■ **Records supplied**
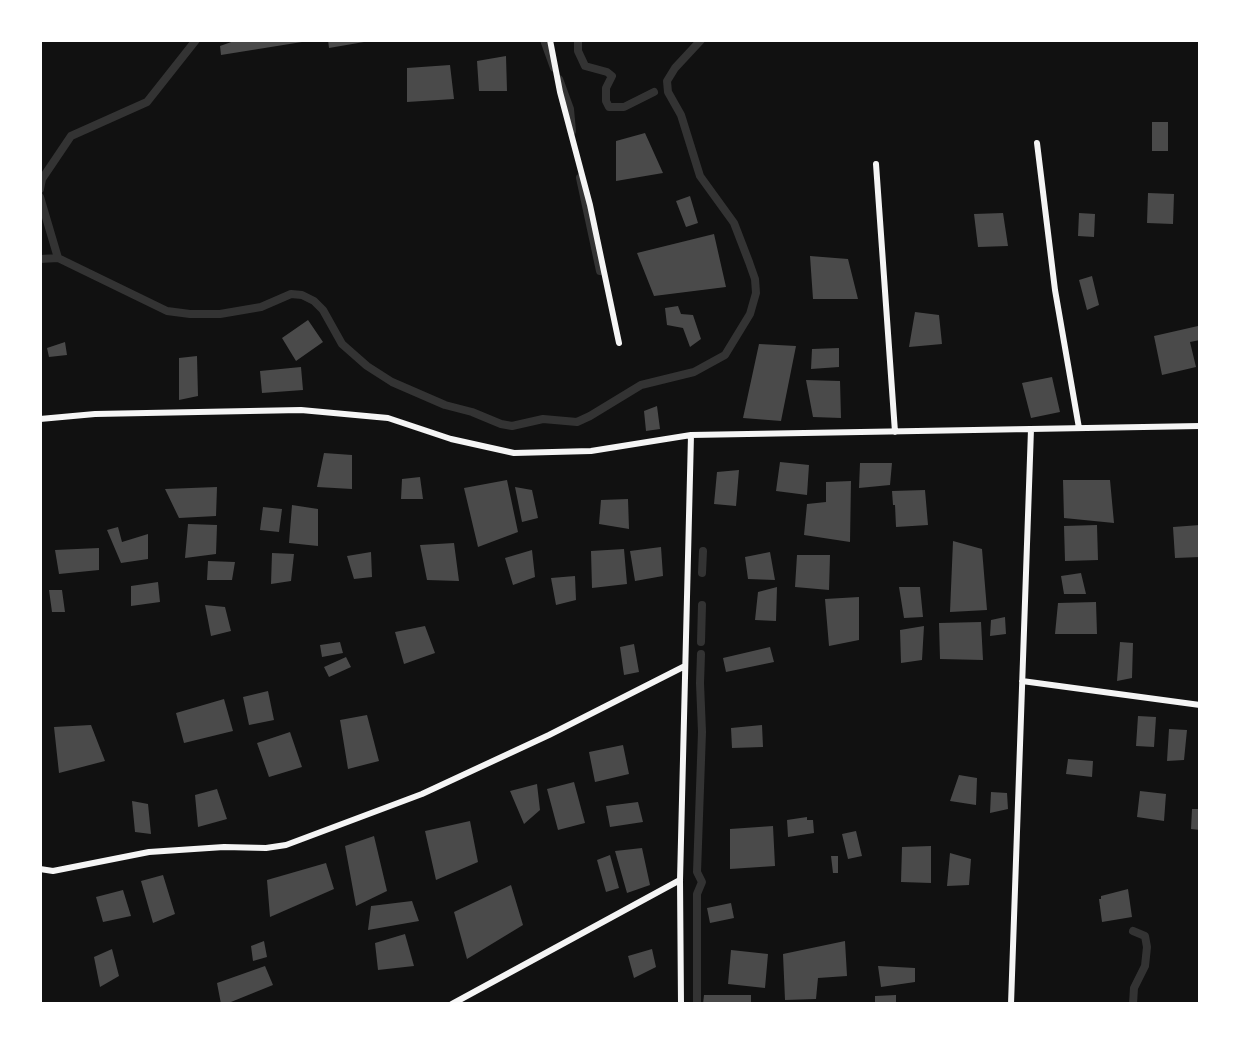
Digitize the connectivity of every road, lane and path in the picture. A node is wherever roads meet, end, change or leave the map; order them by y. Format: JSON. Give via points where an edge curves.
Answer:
{"nodes":[{"id":1,"x":550,"y":40,"type":"edge"},
{"id":2,"x":1037,"y":143,"type":"dead end"},
{"id":3,"x":876,"y":164,"type":"dead end"},
{"id":4,"x":619,"y":343,"type":"dead end"},
{"id":5,"x":40,"y":419,"type":"edge"},
{"id":6,"x":1200,"y":426,"type":"edge"},
{"id":7,"x":1079,"y":428,"type":"junction"},
{"id":8,"x":1031,"y":429,"type":"junction"},
{"id":9,"x":895,"y":432,"type":"junction"},
{"id":10,"x":691,"y":435,"type":"junction"},
{"id":11,"x":685,"y":666,"type":"junction"},
{"id":12,"x":1022,"y":681,"type":"junction"},
{"id":13,"x":1200,"y":705,"type":"edge"},
{"id":14,"x":40,"y":869,"type":"edge"},
{"id":15,"x":680,"y":880,"type":"junction"},
{"id":16,"x":452,"y":1004,"type":"edge"},
{"id":17,"x":681,"y":1004,"type":"edge"},
{"id":18,"x":1011,"y":1004,"type":"edge"}],
"edges":[{"from":1,"to":4,"type":"street"},
{"from":2,"to":7,"type":"street","via":[[1055,290]]},
{"from":3,"to":9,"type":"street"},
{"from":5,"to":10,"type":"street","via":[[95,414],[301,410],[388,418],[450,440],[514,453],[591,451]]},
{"from":6,"to":7,"type":"street"},
{"from":7,"to":8,"type":"street"},
{"from":8,"to":9,"type":"street"},
{"from":8,"to":12,"type":"street"},
{"from":9,"to":10,"type":"street"},
{"from":10,"to":11,"type":"street"},
{"from":11,"to":14,"type":"street","via":[[422,794],[286,845],[149,852],[53,871]]},
{"from":11,"to":15,"type":"street"},
{"from":12,"to":13,"type":"street"},
{"from":12,"to":18,"type":"street"},
{"from":15,"to":16,"type":"street"},
{"from":15,"to":17,"type":"street"}]}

■ **Prompt**
Search the records above for the string "dead". Report each line that has it.

■ **Answer section**
{"id":2,"x":1037,"y":143,"type":"dead end"},
{"id":3,"x":876,"y":164,"type":"dead end"},
{"id":4,"x":619,"y":343,"type":"dead end"},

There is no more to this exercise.